You will be governed in your official action by the regulations therein prescribed.

Very respectfully,

S. S. BURDETT, Commissioner.

DEPARTMENT OF THE INTERIOR,* Washington, D. C., 11 September, 1873. SIR: I have received your letter of the 9th instant, suggesting a change in the 7th section of the circular issued by your Office on the 24th January, 1867, in regard to selections of lands in satisfaction of railroad and other congressional grants. The then Secretary, Mr. Browning, held that the 21st section of the act approved 2d July, 1864, (13 Stat., 365,) applied only to the lands granted by that act, and the circular conformed to his ruling.

The Supreme Court of the United States, at its December term, 1872, decided, in the cases of the Kansas Pacific Railway Company v. John H. Prescott, and the same Company v. Charles C. Culp, that said act applied also to the lands granted by the original act of July 1st, 1862.

*Reprint of circular for Oct. 15, 1873, in modification of circular of Jan. 24, 1867.

I fully concur in your opinion that the circular should be made to conform to this decision, and you are authorized to make the required change.

The papers are herewith returned.

I am, sir, very respectfully, your obedient servant, B. R. COWEN, Acting Secretary. HON. WILLIS DRUMMOND, Commissioner General Land Office.

GRANTS FROM CONGRESS TO STATES AND CORPORATIONS.

By the first section of the act of Congress approved July 1, 1864, (Statutes 1863-64, page 335, chap. 196), it is provided that from and after the passage of that act, "in the location of lands by States and corporations, under grants from Congress for railroads and other purposes (except for agricultural colleges), the Registers and Receivers of the Land-Offices for the several States and Territories, in the districts where such lands may be located, for their services therein, shall be entitled to receive a fee of one dollar for each final location of one hundred and sixty acres, to be paid by the State or corporation making such location; the same to be accounted for in the same manner as fees and commissions on warrants and pre-emption locations, with limitations as to maximums of salary prescribed by existing laws, in accordance with such instructions as shall be given by the Commissioner of the General Land-Office." (Revised Statutes, section 2238, seventh clause; Ibid., sections 2240 and 2241.)

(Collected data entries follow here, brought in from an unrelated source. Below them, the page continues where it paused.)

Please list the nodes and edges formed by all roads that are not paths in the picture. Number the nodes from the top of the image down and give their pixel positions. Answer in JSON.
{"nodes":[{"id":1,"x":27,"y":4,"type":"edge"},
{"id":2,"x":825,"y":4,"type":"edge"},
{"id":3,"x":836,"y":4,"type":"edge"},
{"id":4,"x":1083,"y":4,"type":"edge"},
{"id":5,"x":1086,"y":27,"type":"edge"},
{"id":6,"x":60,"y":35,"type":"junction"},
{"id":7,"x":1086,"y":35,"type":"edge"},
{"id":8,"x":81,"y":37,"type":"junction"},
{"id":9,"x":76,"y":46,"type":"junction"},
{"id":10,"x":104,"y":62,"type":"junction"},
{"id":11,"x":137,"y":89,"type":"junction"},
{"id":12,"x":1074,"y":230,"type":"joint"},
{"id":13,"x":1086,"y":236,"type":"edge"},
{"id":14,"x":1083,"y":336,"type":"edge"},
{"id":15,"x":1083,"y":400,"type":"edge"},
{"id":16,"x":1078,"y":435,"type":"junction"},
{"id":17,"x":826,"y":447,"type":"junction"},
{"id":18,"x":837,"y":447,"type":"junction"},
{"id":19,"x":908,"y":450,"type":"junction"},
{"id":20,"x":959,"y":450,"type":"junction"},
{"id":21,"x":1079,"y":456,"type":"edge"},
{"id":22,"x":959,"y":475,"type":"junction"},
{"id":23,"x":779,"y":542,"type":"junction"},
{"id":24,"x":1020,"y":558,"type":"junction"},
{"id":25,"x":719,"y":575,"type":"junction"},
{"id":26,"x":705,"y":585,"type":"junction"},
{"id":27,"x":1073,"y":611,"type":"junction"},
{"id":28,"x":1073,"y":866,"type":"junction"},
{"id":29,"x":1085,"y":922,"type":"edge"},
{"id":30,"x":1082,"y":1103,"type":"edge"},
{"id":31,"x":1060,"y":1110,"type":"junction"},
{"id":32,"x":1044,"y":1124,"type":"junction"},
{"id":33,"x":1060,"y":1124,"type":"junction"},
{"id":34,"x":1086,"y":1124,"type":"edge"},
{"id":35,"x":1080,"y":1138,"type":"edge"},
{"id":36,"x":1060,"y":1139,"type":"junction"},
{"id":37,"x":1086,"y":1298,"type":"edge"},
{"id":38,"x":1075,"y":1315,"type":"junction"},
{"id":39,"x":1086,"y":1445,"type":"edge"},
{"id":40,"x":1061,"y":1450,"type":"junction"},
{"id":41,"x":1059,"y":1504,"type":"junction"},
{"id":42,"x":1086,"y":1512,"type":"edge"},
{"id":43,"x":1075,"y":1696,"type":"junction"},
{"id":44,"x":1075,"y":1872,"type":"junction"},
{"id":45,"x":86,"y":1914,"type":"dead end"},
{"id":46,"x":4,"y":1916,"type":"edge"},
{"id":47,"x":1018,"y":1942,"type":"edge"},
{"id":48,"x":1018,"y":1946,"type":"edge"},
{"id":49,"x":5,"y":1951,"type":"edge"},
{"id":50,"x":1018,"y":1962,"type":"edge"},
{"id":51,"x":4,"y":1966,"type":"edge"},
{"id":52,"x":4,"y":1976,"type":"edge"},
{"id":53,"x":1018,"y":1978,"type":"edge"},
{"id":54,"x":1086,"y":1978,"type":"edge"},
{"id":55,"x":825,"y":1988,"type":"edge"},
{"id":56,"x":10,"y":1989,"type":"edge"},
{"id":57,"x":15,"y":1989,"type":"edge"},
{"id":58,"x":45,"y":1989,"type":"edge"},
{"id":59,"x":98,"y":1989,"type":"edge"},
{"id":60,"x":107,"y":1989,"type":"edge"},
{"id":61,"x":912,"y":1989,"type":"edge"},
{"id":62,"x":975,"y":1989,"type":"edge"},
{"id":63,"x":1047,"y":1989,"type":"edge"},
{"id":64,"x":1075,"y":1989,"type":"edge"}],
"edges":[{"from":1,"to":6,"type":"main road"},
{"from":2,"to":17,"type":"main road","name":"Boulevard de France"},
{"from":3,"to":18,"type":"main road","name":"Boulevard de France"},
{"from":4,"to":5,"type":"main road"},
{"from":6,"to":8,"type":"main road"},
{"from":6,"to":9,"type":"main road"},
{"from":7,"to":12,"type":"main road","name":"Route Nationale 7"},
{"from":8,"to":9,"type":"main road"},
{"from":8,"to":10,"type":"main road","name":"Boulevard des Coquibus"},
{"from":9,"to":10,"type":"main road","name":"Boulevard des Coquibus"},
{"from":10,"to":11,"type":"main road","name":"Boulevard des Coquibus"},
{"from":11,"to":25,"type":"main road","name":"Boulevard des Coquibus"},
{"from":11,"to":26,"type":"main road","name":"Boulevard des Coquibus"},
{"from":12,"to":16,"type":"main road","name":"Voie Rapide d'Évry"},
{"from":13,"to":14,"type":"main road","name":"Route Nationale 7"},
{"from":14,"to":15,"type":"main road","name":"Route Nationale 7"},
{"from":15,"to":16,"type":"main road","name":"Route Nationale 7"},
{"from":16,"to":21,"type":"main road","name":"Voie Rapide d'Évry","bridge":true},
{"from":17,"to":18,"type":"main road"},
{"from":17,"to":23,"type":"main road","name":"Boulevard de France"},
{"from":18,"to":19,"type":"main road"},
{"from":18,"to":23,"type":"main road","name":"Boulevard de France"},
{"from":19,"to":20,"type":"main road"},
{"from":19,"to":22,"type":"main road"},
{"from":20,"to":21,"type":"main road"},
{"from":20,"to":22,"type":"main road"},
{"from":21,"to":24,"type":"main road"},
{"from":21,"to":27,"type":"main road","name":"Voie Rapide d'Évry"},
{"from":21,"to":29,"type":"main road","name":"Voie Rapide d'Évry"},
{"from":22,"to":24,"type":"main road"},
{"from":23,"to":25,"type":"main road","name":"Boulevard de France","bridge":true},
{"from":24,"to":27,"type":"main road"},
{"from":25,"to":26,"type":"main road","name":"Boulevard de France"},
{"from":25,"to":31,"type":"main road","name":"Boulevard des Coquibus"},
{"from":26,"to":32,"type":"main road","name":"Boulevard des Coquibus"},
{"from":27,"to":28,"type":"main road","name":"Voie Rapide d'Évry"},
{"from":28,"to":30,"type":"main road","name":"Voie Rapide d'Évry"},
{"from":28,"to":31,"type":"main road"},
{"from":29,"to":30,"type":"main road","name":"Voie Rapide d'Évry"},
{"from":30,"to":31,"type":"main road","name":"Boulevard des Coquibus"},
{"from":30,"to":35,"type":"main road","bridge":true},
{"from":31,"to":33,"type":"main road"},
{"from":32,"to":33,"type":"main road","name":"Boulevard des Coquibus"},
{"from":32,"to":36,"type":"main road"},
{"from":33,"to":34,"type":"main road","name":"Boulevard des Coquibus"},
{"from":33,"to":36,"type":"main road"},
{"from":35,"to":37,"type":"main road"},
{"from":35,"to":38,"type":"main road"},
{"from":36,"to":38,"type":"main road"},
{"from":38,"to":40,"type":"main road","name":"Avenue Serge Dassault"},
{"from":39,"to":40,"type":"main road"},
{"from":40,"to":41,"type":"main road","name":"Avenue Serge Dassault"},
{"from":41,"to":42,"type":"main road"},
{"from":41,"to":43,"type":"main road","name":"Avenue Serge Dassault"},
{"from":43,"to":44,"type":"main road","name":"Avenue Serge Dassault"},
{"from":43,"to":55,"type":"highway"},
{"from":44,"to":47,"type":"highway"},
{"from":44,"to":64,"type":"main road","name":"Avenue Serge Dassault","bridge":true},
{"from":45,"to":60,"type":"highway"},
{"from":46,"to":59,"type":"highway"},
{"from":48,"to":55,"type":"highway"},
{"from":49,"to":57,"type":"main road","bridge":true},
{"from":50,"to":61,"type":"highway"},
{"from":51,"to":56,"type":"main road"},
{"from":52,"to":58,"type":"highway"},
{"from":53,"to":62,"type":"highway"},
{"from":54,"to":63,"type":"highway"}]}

1st. Under this law the Registers and Receivers are each entitled to receive a fee of one dollar for each final location of one hundred and sixty acres, or any quantity approximate thereto, when the deficit is less than forty acres.

2d. When the several quantities shall have been definitely ascertained by you to inure to the grant, as hereinafter prescribed, the fees will then be due thereon.

3d. The State through its grantee, or the grantee, as the case may be, is required to file with the Register and Receiver of the proper LandOffice descriptive lists of the tracts of land claimed as inuring under the grant within sections of miles each along the line of route, on both side's thereof, to be dated and verified by the signature of the selecting agent.

For agent's certificate, to be attached to each list, see Form A.

The party appearing as the agent of the grantee must file with the Register and Receiver written and satisfactory evidence, under seal, showing his authority to act in the premises.

In the preparation of the descriptive lists, the Register and Receiver will afford the agent all reasonable facilities, taking care, however, not to interrupt the current public business.

The lists must be carefully and critically examined by the Register and Receiver, and their accuracy tested by the plats and records of their office. When so examined and tested, and found correct in all respects, they will become final locations, and you will, on the payment of the requisite fees to the Receiver, so certify at the foot of each list, according to Form B.